Cuando Masha presentó a su novio a su madre, Antonina se quedó de piedra. Había ocurrido lo que más temía.

Antonina Kuzmivna, maestra de primaria, crió sola a su hija Masha. Ella y su marido se divorciaron cuando Masha tenía 5 años. El padre pagaba puntualmente la pensión alimenticia, pero no era suficiente porque se calculaba a partir del sueldo del presupuesto. Era suficiente para ir al supermercado una sola vez. Vivíamos de sueldo en sueldo. Pagábamos regularmente los servicios públicos. Lo que sobraba se estiraba durante un mes. Para comprar algo caro, teníamos que ahorrar durante varios meses, a veces teníamos que pedir un préstamo. Mashenka sólo se rodeaba de amigos de la alta sociedad. Tenía la cabeza llena de cosas, nada más le interesaba. Cuando Antonina intentaba persuadirla de que eso no era lo más importante en la vida, se reía de ella y le decía:

“Tú también eres un perdedor y quieres convertirme en uno”. Sus “amigos” se burlaban a menudo de ella y le hacían bromas crueles, pero ella les perdonaba.
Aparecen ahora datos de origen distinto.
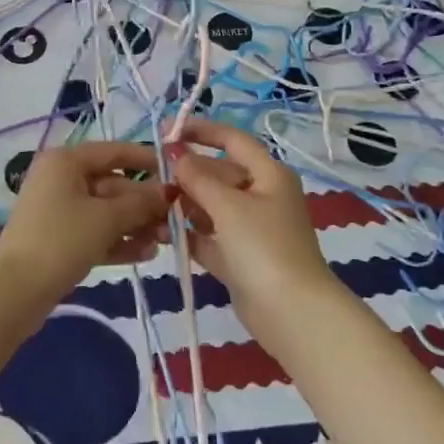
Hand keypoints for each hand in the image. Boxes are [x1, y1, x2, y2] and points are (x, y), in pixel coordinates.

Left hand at [0, 141, 172, 297]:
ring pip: (106, 211)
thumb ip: (140, 203)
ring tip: (163, 242)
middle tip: (174, 221)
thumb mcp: (106, 218)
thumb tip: (167, 191)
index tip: (177, 173)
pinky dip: (118, 240)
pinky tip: (145, 254)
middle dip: (144, 204)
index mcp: (67, 161)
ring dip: (135, 225)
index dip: (147, 161)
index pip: (115, 151)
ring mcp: (59, 210)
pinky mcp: (59, 238)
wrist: (14, 292)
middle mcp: (61, 179)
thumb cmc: (61, 241)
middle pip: (113, 184)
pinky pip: (95, 231)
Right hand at [172, 119, 334, 324]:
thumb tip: (176, 153)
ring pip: (212, 206)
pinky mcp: (241, 258)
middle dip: (188, 173)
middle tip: (152, 174)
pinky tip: (161, 233)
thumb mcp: (228, 206)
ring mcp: (252, 229)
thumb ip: (198, 178)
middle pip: (220, 174)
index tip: (167, 130)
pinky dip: (190, 234)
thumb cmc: (263, 247)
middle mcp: (262, 196)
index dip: (202, 131)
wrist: (292, 313)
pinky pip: (210, 237)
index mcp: (269, 175)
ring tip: (152, 204)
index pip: (233, 140)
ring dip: (185, 204)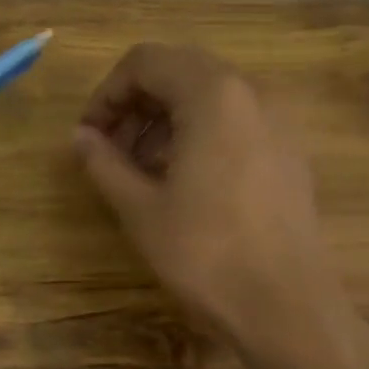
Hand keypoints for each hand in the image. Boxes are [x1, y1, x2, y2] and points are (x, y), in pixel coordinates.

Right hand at [73, 44, 368, 368]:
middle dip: (134, 103)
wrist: (286, 307)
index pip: (146, 62)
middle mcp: (252, 93)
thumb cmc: (204, 252)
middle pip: (178, 71)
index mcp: (214, 95)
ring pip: (207, 94)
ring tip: (138, 167)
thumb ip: (103, 161)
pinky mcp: (289, 150)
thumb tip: (79, 137)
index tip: (88, 134)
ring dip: (163, 118)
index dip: (107, 93)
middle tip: (108, 148)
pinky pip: (234, 119)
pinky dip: (197, 131)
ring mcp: (278, 120)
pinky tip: (179, 178)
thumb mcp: (139, 207)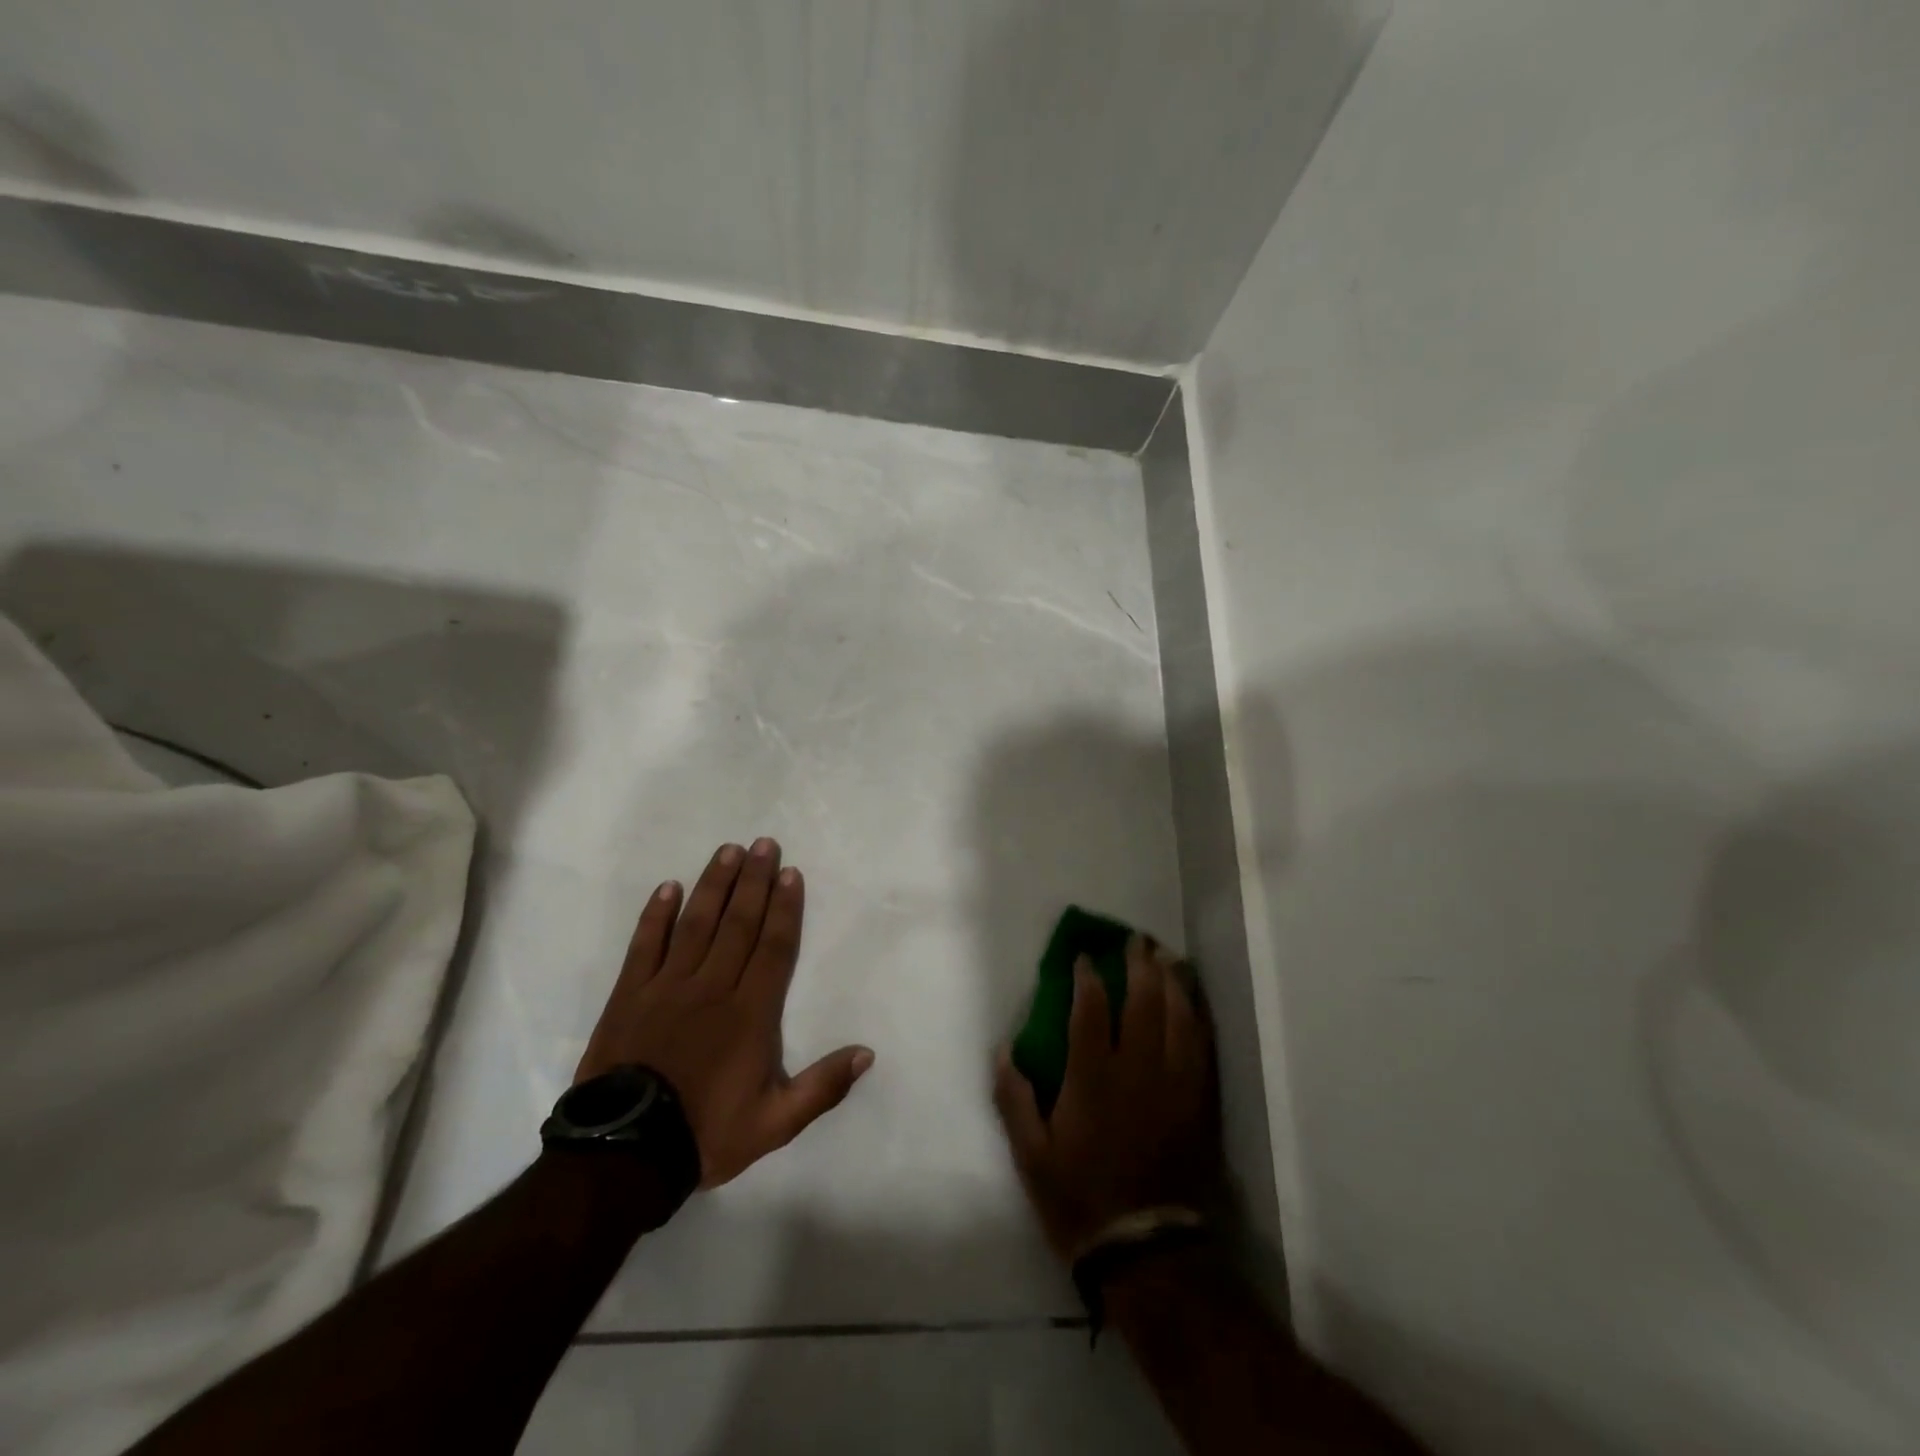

Para ella era importante formar parte de su sociedad. Antonina Kuzmivna estaba preocupada por su futuro.

Al fin y al cabo, no podría elegir bien a su compañero de vida si éste no resultaba ser un desastre. Masha se reía todo el tiempo de las palabras de su madre y no les daba ninguna importancia. Después de terminar el instituto, ingresó en una universidad pública. Aquí era muy “exigente” a la hora de elegir a sus amigos. Al fin y al cabo, entre ellos estaba su posible compañero de vida. Al final, eligió.

Era un joven de familia muy rica que no tenía ni idea de moralidad. Pero a pesar de ello, cumplía cualquiera de los caprichos de Masha, lo que la impresionaba sobremanera. No se daba cuenta de que la trataba como a una simple cosa, pero no le hacía falta. Tenía todo lo que quería. Cuando Masha presentó a su novio a su madre, Antonina se quedó de piedra.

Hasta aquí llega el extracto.